Well, I am not PAYING for it. Only opening up my home to the masses. Doesn't really matter to me if we have chili or filet mignon. Actually no chili, I only have two bathrooms and that could get ugly.

namaste said...

you are a very reasonable and compromising soul. and hey! like you said, at least you get the leftovers. lobster? yum!

Evil Twin's Wife said...

We had both our children baptized on Saturday after the Saturday Mass (I would have felt too uncomfortable standing in front of everyone!) For, my son's we all came back to our house, I ordered a bunch of pizzas and threw out a veggie and cheese platter and started the Merlot flowing.

For our daughter, we took the four of us and the godparents to a really swanky restaurant and that was that! Easy peasy.

PS. Thanks for your thoughtful and kind words to me today. It's definitely given me some things to think about.

razorbeck said...

Psst

Chris if you havent read my blog follow this link you wont be dissapointed

http://sorry-mom.com/

Christine said...

RB: I started checking it out and bookmarked it to read later. I think so far I know all those guys lol

Everyone should check it out. It is submissions about girl's worst dates/boyfriends.

J Fab said...

If she wants her kid to have a nice party---let her pay for it. You are offering your house and I think that's plenty. Besides---- you are the one who will probably have to clean it all up!

Anonymous said...

love this blog! and im not always quite so happy! ;)

Libby said...

oh lordy, chris! i see where you got your 'headstrong-ness'! i bet you & your mom had some major brawls when you were 13/14! and hurry up with that table...i was never good at the "detention" thing!!

Just Me said...

Hells yes! It's a law. If the party is at your house, leftovers belong to you no matter who brought them or paid for them.

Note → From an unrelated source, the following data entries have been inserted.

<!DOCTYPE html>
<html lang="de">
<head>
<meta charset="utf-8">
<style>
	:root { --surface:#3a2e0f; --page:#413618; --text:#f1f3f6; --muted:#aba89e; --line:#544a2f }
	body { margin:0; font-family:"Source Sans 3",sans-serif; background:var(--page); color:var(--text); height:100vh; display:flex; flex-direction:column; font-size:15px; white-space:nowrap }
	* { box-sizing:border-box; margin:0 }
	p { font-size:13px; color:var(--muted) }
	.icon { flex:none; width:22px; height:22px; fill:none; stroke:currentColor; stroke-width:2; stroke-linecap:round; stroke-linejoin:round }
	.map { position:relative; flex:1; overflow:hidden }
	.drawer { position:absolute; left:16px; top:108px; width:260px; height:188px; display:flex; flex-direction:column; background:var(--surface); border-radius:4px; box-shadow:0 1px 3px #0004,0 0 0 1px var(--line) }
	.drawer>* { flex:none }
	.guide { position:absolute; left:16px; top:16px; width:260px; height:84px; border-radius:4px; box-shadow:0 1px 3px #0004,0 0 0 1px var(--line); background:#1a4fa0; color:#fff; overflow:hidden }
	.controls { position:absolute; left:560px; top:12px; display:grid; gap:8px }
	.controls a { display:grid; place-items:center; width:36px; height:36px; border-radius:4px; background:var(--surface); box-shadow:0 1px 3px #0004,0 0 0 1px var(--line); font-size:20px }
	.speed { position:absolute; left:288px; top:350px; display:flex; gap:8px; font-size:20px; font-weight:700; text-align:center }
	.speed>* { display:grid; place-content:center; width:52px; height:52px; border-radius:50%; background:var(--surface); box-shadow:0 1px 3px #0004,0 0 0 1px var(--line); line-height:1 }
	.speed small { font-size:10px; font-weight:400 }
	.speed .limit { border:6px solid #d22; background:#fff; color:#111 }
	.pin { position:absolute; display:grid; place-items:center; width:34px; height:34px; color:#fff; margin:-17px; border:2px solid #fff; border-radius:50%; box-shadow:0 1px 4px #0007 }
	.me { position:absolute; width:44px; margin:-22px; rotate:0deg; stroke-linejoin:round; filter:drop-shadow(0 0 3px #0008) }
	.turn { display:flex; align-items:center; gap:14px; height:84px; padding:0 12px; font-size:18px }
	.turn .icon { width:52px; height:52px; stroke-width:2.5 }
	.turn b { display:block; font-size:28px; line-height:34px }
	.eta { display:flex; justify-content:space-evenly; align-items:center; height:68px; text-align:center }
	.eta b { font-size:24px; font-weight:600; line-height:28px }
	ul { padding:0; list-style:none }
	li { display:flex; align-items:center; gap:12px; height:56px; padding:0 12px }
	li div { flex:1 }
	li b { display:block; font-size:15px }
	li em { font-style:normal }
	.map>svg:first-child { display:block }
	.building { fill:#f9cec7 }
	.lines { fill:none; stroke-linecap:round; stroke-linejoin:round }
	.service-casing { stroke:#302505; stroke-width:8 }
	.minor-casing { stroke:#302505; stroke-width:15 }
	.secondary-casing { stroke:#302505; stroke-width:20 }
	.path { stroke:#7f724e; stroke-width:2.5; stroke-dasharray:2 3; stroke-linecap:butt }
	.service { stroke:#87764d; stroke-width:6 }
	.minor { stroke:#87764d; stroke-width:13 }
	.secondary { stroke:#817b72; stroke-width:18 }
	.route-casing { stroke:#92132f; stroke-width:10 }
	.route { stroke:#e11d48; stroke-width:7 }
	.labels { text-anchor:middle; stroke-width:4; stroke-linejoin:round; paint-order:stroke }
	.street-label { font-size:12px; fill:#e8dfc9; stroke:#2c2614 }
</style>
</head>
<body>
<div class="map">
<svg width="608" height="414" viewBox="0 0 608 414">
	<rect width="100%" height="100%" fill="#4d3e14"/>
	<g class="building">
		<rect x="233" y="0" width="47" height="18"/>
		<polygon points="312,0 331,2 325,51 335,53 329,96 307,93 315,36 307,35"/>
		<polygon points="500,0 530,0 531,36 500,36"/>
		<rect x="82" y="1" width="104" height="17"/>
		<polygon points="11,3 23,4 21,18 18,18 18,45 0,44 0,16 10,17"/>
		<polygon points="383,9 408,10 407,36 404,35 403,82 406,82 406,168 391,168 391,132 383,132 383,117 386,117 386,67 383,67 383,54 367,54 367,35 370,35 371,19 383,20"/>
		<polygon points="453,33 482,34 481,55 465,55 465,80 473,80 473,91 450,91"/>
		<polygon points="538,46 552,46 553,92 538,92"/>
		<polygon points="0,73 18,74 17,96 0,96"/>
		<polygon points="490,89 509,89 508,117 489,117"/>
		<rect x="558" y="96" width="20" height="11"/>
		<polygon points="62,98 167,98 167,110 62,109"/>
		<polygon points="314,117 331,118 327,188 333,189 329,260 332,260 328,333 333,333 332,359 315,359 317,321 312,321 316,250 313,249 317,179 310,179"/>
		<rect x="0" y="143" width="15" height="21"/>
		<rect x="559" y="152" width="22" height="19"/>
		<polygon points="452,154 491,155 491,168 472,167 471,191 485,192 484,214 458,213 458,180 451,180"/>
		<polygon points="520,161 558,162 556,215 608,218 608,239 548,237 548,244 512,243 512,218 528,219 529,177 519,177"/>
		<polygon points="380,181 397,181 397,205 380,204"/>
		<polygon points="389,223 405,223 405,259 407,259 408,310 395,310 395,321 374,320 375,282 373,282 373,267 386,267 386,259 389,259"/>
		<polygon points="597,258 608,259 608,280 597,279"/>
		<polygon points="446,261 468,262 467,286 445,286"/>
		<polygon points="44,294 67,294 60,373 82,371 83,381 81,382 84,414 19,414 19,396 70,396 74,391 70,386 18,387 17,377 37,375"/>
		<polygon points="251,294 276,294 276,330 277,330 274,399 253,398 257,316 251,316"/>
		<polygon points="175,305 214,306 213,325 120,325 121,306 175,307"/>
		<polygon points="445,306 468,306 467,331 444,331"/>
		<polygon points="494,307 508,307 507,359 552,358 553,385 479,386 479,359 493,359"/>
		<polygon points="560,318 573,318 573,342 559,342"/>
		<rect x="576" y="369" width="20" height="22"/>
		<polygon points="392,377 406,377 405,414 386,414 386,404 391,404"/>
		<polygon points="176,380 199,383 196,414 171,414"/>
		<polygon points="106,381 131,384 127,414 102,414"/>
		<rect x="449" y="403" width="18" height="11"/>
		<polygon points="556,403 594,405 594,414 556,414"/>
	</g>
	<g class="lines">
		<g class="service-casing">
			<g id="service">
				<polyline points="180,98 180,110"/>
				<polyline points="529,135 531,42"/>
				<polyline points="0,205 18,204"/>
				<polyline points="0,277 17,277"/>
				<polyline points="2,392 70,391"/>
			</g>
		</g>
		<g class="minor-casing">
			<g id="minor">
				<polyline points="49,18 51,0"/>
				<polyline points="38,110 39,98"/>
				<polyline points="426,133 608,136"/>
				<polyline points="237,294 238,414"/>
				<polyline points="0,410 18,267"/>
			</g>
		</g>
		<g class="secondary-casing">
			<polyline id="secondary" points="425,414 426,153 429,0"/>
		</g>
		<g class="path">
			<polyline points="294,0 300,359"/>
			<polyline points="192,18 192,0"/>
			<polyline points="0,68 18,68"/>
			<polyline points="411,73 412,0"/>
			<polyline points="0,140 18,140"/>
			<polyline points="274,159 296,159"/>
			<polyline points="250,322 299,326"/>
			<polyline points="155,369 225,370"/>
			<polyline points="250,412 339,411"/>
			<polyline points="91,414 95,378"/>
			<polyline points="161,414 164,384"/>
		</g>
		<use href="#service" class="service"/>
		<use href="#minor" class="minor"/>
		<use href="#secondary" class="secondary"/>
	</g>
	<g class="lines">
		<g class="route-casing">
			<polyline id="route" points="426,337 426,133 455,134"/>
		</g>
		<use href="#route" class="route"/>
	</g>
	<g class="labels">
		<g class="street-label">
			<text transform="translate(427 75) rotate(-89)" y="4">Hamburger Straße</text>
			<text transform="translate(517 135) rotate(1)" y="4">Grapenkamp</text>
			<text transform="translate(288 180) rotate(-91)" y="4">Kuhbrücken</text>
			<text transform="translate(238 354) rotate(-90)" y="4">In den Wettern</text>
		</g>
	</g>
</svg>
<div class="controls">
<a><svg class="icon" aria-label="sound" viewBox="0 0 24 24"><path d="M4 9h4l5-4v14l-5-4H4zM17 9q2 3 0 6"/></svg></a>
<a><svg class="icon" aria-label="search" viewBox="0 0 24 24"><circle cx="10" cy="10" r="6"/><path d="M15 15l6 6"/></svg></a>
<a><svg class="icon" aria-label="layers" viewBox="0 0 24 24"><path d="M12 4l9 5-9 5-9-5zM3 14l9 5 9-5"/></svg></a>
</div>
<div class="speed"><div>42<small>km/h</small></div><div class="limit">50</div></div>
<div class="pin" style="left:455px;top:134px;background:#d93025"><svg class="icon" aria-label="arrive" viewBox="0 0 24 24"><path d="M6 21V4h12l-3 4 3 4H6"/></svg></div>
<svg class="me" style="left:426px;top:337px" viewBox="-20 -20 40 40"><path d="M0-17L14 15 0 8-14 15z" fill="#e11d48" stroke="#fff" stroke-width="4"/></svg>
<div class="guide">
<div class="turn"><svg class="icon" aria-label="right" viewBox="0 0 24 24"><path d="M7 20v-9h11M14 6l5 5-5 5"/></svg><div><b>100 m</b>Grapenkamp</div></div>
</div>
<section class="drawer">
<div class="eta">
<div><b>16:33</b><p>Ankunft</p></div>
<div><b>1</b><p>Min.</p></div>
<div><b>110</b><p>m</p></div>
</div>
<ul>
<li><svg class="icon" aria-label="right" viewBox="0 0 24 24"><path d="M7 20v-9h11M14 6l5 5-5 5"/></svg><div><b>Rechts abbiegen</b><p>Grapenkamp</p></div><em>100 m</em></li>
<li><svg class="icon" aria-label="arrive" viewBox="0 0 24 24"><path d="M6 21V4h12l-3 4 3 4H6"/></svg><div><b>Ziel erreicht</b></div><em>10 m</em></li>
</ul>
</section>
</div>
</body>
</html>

Why do you think we go to the trouble of having Thanksgiving at our house every year?

Anonymous said...

We're not catholic so we didn't do any of that crazy christening, godparent shit, but, people always go apeshit over their first kid's party. I had like fifty people at H's first birthday and that was a nightmare.

Anyways at least she's paying for it. If all you gotta do is let people come to your place and put some nice food out (that they are also paying for) sounds pretty simple to me. I guess you gotta clean though. That sucks.

Olly said...

Ahh...you'll get through it looking like a hero!

Efen said...

Geez....amazing how much $$$ is spent on kids parties these days. Little kids don't care how fancy anything is...they just want to have fun. Some parents on the other hand.....

Christine said...

First of all...this sis, her partner and mom succeeded in their Saturday mission. Kudos to them. Actually that gives SCM all day to clean up anyway. :-)

Efen: The PROBLEM with stupid parents like me is we throw these extreme parties and soon the spawn start to expect it. As a matter of fact..when I mentioned to sis that her party plans were a tad overboard she responded with "this from the person who hires an entire carnival for her kid's birthday every year" Ummm..touche.

Daughter is planning her 10th and has given me her request for a water slide, a snow cone machine and face painting.

Yeah....I take full responsibility for that....

Anonymous said...

My daughter is having her first communion/confirmation in April, so I know what you mean. The classes... dear Lord (oops..) the freaking preparation. And the dress. And the dinner. Yikes.

Good luck with that.

Karen said...

I am surprised your sister didn't want to rent a hall for the event. Sounds like a fun time. I want to see photos.

Christine said...

hmmm A Hall sounds like a GREAT idea... Anyone want to volunteer to make a long distance call and suggest that? :-)

Coffeypot said...

I'm there. Oh My God! I finally made it to the Kewl Kids Table. Coooolllll!

Personally I think baby christening is kind of cruel. I mean, hitting the baby over the head with a Champaign bottle seems a little too much just to give it a name.

GiGi said...

It takes a frickin' act of congress to get my whole family together on the same date. I am all about simplicity for the baptismal celebrations - no invitations are needed. I hate when people do that. Just be at the damn church when I say, and come over for some bad pizza and sodas when it's done!